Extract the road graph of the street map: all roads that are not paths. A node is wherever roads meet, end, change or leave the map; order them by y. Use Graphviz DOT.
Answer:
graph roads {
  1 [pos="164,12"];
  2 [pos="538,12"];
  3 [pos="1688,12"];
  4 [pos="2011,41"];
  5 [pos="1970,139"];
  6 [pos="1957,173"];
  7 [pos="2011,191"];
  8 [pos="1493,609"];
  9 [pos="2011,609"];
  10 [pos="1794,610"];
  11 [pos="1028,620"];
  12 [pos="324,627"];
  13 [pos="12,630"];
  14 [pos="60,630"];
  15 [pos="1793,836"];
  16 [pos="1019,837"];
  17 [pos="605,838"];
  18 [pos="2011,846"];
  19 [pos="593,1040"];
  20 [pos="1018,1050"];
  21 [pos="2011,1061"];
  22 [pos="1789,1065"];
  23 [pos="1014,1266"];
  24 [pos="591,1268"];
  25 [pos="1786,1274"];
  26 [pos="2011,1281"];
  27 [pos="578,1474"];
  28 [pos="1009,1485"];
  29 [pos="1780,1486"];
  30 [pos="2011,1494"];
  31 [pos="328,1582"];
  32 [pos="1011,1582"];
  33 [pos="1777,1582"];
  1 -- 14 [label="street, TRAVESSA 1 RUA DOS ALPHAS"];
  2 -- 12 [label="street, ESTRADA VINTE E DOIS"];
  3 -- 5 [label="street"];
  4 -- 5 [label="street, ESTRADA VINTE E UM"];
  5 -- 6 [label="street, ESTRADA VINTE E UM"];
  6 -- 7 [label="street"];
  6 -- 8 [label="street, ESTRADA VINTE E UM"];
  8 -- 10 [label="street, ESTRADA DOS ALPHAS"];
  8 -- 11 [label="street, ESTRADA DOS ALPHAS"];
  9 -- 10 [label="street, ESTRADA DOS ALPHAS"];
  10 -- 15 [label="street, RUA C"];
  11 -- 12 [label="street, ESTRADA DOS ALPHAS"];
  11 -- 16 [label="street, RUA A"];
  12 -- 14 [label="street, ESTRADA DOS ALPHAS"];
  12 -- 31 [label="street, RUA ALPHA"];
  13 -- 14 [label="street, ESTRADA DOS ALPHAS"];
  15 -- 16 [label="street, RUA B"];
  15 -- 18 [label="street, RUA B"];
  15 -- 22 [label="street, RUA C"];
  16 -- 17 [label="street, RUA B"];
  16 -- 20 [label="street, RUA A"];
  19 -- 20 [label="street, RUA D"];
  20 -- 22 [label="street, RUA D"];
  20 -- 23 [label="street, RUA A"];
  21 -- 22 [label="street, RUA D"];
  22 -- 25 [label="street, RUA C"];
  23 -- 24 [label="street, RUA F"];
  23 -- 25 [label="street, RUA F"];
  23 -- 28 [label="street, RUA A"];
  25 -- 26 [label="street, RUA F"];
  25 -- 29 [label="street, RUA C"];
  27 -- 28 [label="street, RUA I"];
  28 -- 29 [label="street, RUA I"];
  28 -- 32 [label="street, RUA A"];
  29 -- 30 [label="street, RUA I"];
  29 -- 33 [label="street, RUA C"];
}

────────────────────────────────────────

• Exercise aim:
Copy out each record above exactly, leaving nothing out.

• Exercise result:
Extract the road graph of the street map: all roads that are not paths. A node is wherever roads meet, end, change or leave the map; order them by y. Use Graphviz DOT.
Answer:
graph roads {
  1 [pos="164,12"];
  2 [pos="538,12"];
  3 [pos="1688,12"];
  4 [pos="2011,41"];
  5 [pos="1970,139"];
  6 [pos="1957,173"];
  7 [pos="2011,191"];
  8 [pos="1493,609"];
  9 [pos="2011,609"];
  10 [pos="1794,610"];
  11 [pos="1028,620"];
  12 [pos="324,627"];
  13 [pos="12,630"];
  14 [pos="60,630"];
  15 [pos="1793,836"];
  16 [pos="1019,837"];
  17 [pos="605,838"];
  18 [pos="2011,846"];
  19 [pos="593,1040"];
  20 [pos="1018,1050"];
  21 [pos="2011,1061"];
  22 [pos="1789,1065"];
  23 [pos="1014,1266"];
  24 [pos="591,1268"];
  25 [pos="1786,1274"];
  26 [pos="2011,1281"];
  27 [pos="578,1474"];
  28 [pos="1009,1485"];
  29 [pos="1780,1486"];
  30 [pos="2011,1494"];
  31 [pos="328,1582"];
  32 [pos="1011,1582"];
  33 [pos="1777,1582"];
  1 -- 14 [label="street, TRAVESSA 1 RUA DOS ALPHAS"];
  2 -- 12 [label="street, ESTRADA VINTE E DOIS"];
  3 -- 5 [label="street"];
  4 -- 5 [label="street, ESTRADA VINTE E UM"];
  5 -- 6 [label="street, ESTRADA VINTE E UM"];
  6 -- 7 [label="street"];
  6 -- 8 [label="street, ESTRADA VINTE E UM"];
  8 -- 10 [label="street, ESTRADA DOS ALPHAS"];
  8 -- 11 [label="street, ESTRADA DOS ALPHAS"];
  9 -- 10 [label="street, ESTRADA DOS ALPHAS"];
  10 -- 15 [label="street, RUA C"];
  11 -- 12 [label="street, ESTRADA DOS ALPHAS"];
  11 -- 16 [label="street, RUA A"];
  12 -- 14 [label="street, ESTRADA DOS ALPHAS"];
  12 -- 31 [label="street, RUA ALPHA"];
  13 -- 14 [label="street, ESTRADA DOS ALPHAS"];
  15 -- 16 [label="street, RUA B"];
  15 -- 18 [label="street, RUA B"];
  15 -- 22 [label="street, RUA C"];
  16 -- 17 [label="street, RUA B"];
  16 -- 20 [label="street, RUA A"];
  19 -- 20 [label="street, RUA D"];
  20 -- 22 [label="street, RUA D"];
  20 -- 23 [label="street, RUA A"];
  21 -- 22 [label="street, RUA D"];
  22 -- 25 [label="street, RUA C"];
  23 -- 24 [label="street, RUA F"];
  23 -- 25 [label="street, RUA F"];
  23 -- 28 [label="street, RUA A"];
  25 -- 26 [label="street, RUA F"];
  25 -- 29 [label="street, RUA C"];
  27 -- 28 [label="street, RUA I"];
  28 -- 29 [label="street, RUA I"];
  28 -- 32 [label="street, RUA A"];
  29 -- 30 [label="street, RUA I"];
  29 -- 33 [label="street, RUA C"];
}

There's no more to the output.